Design: Rabbits were randomized to receive 2 mL of 0.5% silver nitrate or 400 mg/kg of talc slurry in 2 mL intrapleurally. Ten rabbits in each group were killed at 1 month, 2 months, 4 months, 6 months, 8 months, 10 months, and 12 months after intrapleural injection. The degree of gross pleurodesis and the amount of microscopic pleural fibrosis and inflammation were graded on a scale of 0 to 4.

Results: The mean ± SEM gross pleurodesis score in the 70 rabbits that received silver nitrate was 3.34 ± 0.08, which was significantly higher than the score of 2.32 ± 0.09 in the 70 rabbits that received talc. The mean gross pleurodesis score was significantly higher at each of the observation times (p < 0.05), except at 2 months, in the rabbits that received silver nitrate. The pleurodesis was distributed throughout the thorax in the rabbits that received silver nitrate, while it was only in the ventral thorax in the rabbits that received talc slurry. The gross pleurodesis scores showed no tendency to decrease during the 12-month observation period in either treatment group.
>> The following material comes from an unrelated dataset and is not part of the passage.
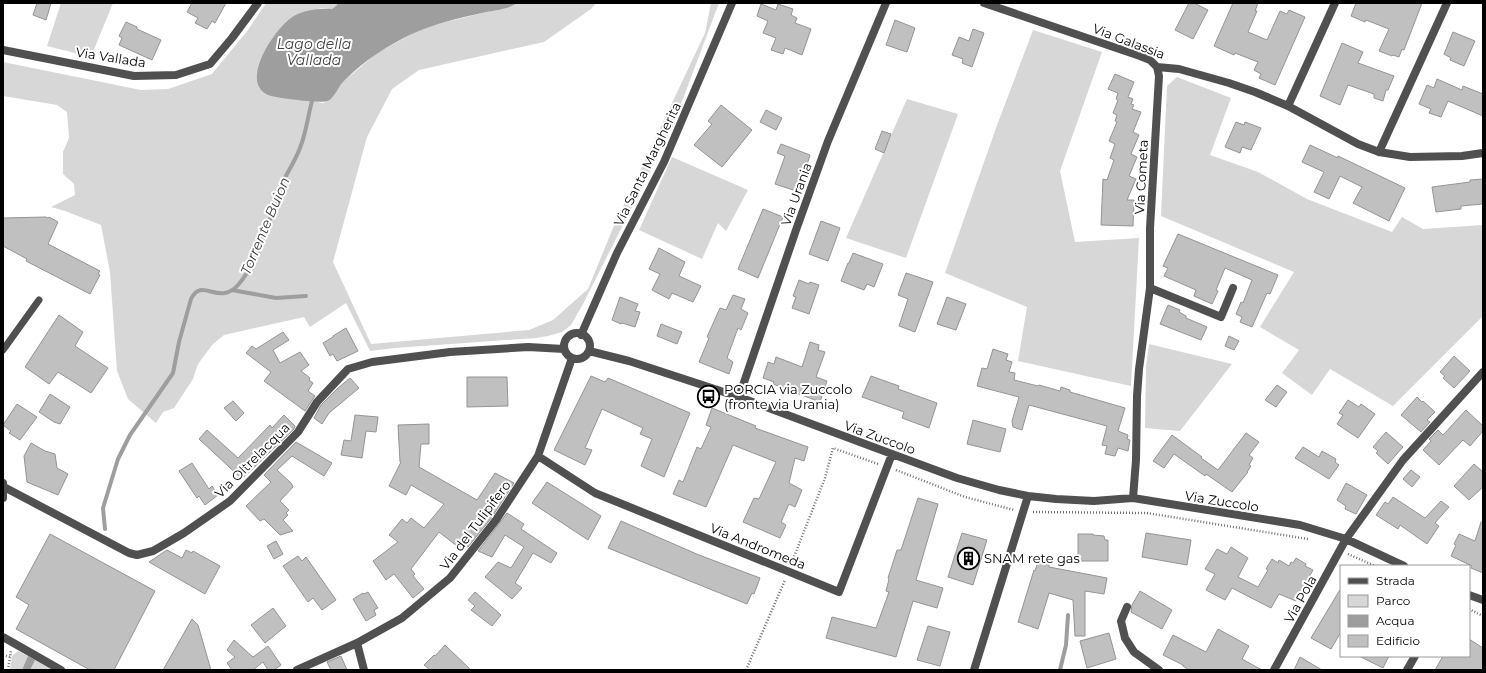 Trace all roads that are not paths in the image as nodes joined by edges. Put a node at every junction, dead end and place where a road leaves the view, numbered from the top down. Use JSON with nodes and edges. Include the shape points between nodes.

The persistence of talc in the pleural space did not lead to chronic inflammatory changes because the inflammation scores were similar in both groups at all observation times. The microscopic pleural fibrosis score tended to decrease with time in the silver nitrate group but not in the talc slurry group.

Conclusions: The intrapleural injection of 2 mL of 0.5% silver nitrate produces a better pleurodesis than does the intrapleural injection of 400 mg/kg of talc slurry in rabbits. The pleurodesis induced by silver nitrate persists for at least 1 year. The efficacy of silver nitrate as a sclerosing agent in humans should be evaluated.